=== What to work on ===
Print, exactly as written, every line from the first line of the records below through the line containing "c.textAlign = isNaN(turn) ? turn : align;", and nothing further.

=== Given records ===
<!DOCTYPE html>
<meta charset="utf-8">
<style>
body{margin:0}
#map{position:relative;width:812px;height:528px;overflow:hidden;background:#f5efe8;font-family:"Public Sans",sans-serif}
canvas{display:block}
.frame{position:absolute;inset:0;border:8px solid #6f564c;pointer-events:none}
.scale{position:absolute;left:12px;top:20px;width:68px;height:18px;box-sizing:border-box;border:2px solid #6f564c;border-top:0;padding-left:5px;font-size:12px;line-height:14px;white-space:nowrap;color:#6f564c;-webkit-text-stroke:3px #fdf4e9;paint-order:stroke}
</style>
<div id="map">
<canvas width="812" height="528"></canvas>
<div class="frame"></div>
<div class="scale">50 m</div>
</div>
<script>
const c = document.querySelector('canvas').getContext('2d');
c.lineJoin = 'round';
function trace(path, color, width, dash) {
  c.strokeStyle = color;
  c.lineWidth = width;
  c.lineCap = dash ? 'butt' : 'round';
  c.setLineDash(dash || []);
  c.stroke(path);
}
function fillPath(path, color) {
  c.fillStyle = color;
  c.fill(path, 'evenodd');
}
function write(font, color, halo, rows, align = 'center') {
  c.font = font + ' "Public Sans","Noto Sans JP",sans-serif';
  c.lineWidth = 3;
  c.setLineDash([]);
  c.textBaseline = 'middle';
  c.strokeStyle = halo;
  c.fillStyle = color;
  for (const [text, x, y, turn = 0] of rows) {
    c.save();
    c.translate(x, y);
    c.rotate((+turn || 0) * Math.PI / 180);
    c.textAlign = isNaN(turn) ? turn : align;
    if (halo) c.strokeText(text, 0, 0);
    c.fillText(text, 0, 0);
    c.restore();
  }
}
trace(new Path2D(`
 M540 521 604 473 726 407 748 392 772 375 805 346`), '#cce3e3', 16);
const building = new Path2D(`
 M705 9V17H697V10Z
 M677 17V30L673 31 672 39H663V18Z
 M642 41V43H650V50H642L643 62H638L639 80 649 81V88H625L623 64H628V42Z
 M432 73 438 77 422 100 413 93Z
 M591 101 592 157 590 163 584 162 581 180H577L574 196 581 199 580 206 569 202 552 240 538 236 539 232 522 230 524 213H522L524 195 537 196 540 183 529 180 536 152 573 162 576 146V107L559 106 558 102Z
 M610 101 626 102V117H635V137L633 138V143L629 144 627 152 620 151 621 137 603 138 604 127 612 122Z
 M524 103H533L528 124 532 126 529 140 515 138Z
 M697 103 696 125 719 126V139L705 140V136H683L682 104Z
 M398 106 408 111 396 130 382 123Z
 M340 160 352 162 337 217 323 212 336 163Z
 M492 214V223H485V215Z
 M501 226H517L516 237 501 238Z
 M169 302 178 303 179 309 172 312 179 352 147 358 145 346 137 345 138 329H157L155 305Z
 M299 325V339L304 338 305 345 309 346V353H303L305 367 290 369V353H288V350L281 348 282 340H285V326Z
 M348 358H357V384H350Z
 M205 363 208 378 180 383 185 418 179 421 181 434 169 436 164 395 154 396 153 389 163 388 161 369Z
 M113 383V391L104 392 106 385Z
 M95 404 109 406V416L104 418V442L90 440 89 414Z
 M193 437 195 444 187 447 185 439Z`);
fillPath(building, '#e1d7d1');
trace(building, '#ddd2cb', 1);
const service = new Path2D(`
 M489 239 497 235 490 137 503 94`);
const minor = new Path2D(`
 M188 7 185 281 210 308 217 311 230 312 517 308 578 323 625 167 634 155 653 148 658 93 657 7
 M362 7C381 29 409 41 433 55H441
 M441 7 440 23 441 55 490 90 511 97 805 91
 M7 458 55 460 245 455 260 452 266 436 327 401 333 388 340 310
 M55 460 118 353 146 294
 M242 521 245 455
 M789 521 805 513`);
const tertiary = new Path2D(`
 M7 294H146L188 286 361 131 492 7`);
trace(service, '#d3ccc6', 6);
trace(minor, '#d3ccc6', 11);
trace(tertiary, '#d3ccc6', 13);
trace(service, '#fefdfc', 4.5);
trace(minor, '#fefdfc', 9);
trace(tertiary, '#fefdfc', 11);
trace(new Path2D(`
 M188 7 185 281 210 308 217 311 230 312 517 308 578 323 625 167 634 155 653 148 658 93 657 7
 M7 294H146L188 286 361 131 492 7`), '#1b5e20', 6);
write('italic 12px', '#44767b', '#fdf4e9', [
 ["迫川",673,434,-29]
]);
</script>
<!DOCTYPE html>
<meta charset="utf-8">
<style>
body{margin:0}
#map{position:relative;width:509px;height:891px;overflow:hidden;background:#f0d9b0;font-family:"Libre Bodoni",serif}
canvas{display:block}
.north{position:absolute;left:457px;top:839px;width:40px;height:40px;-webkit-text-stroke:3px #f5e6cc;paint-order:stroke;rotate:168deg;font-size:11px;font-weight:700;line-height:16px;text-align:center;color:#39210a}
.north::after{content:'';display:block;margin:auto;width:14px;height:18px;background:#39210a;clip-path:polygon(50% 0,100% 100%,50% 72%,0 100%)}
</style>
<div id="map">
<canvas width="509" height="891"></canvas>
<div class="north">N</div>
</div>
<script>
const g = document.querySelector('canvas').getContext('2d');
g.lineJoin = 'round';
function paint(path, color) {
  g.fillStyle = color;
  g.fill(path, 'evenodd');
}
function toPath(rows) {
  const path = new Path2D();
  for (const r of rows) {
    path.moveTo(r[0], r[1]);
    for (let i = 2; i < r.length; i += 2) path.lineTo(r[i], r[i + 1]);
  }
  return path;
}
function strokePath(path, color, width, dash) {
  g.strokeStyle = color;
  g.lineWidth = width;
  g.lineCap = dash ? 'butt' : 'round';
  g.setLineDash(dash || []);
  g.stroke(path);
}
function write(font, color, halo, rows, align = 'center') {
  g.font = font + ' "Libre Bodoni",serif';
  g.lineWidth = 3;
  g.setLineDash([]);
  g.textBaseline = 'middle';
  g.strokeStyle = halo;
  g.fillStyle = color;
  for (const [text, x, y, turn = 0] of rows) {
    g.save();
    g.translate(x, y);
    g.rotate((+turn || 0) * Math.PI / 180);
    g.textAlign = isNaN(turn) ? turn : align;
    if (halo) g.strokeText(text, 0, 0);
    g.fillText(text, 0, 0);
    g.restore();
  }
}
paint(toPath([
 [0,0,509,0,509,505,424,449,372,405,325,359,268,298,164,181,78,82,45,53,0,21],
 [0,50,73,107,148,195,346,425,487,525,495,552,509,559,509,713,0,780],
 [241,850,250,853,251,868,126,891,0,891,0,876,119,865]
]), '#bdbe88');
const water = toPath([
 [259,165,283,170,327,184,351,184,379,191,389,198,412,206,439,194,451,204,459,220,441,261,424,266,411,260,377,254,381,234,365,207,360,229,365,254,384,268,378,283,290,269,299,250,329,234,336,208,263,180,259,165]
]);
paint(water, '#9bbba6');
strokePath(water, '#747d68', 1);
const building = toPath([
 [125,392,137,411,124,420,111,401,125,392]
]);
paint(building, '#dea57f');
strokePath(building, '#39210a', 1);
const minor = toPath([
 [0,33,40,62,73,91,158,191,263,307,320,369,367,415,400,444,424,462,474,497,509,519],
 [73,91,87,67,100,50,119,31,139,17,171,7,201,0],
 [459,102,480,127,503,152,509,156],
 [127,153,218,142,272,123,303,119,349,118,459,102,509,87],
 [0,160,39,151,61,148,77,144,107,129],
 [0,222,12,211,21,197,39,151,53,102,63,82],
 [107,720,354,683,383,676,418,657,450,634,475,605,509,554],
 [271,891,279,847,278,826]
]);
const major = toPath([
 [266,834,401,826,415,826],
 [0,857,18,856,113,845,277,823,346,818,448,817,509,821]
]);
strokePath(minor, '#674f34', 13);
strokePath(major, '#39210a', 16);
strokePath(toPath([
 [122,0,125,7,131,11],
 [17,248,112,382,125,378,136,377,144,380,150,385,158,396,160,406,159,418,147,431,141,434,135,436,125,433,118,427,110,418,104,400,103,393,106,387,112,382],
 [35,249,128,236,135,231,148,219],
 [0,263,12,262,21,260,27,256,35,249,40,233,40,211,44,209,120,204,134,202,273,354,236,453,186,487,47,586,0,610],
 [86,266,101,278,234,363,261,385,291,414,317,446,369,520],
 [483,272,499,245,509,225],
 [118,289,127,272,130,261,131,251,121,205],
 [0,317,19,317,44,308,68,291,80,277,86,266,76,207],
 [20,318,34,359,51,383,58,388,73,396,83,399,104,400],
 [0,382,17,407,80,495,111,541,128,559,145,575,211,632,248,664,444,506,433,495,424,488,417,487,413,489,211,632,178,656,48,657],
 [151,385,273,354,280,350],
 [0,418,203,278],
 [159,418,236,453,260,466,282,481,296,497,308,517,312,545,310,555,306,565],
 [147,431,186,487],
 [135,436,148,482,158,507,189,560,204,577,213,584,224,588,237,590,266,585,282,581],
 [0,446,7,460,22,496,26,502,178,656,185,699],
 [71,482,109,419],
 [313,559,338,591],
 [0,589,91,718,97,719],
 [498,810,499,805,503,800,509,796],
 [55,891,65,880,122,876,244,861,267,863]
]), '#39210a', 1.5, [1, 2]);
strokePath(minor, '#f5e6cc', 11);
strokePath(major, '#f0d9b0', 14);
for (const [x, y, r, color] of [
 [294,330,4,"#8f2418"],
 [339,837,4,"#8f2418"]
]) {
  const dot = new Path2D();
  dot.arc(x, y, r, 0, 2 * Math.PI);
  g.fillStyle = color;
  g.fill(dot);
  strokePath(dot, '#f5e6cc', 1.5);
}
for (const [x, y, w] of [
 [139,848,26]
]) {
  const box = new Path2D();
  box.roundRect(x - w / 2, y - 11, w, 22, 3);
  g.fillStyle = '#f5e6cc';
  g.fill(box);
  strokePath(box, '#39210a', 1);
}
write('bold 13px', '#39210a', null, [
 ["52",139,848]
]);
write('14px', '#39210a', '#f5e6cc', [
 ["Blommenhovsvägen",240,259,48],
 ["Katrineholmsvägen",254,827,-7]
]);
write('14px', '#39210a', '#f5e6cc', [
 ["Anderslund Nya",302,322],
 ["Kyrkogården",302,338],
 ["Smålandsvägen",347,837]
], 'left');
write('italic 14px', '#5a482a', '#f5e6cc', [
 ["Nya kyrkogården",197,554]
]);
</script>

=== Exercise result ===
<!DOCTYPE html>
<meta charset="utf-8">
<style>
body{margin:0}
#map{position:relative;width:812px;height:528px;overflow:hidden;background:#f5efe8;font-family:"Public Sans",sans-serif}
canvas{display:block}
.frame{position:absolute;inset:0;border:8px solid #6f564c;pointer-events:none}
.scale{position:absolute;left:12px;top:20px;width:68px;height:18px;box-sizing:border-box;border:2px solid #6f564c;border-top:0;padding-left:5px;font-size:12px;line-height:14px;white-space:nowrap;color:#6f564c;-webkit-text-stroke:3px #fdf4e9;paint-order:stroke}
</style>
<div id="map">
<canvas width="812" height="528"></canvas>
<div class="frame"></div>
<div class="scale">50 m</div>
</div>
<script>
const c = document.querySelector('canvas').getContext('2d');
c.lineJoin = 'round';
function trace(path, color, width, dash) {
  c.strokeStyle = color;
  c.lineWidth = width;
  c.lineCap = dash ? 'butt' : 'round';
  c.setLineDash(dash || []);
  c.stroke(path);
}
function fillPath(path, color) {
  c.fillStyle = color;
  c.fill(path, 'evenodd');
}
function write(font, color, halo, rows, align = 'center') {
  c.font = font + ' "Public Sans","Noto Sans JP",sans-serif';
  c.lineWidth = 3;
  c.setLineDash([]);
  c.textBaseline = 'middle';
  c.strokeStyle = halo;
  c.fillStyle = color;
  for (const [text, x, y, turn = 0] of rows) {
    c.save();
    c.translate(x, y);
    c.rotate((+turn || 0) * Math.PI / 180);
    c.textAlign = isNaN(turn) ? turn : align;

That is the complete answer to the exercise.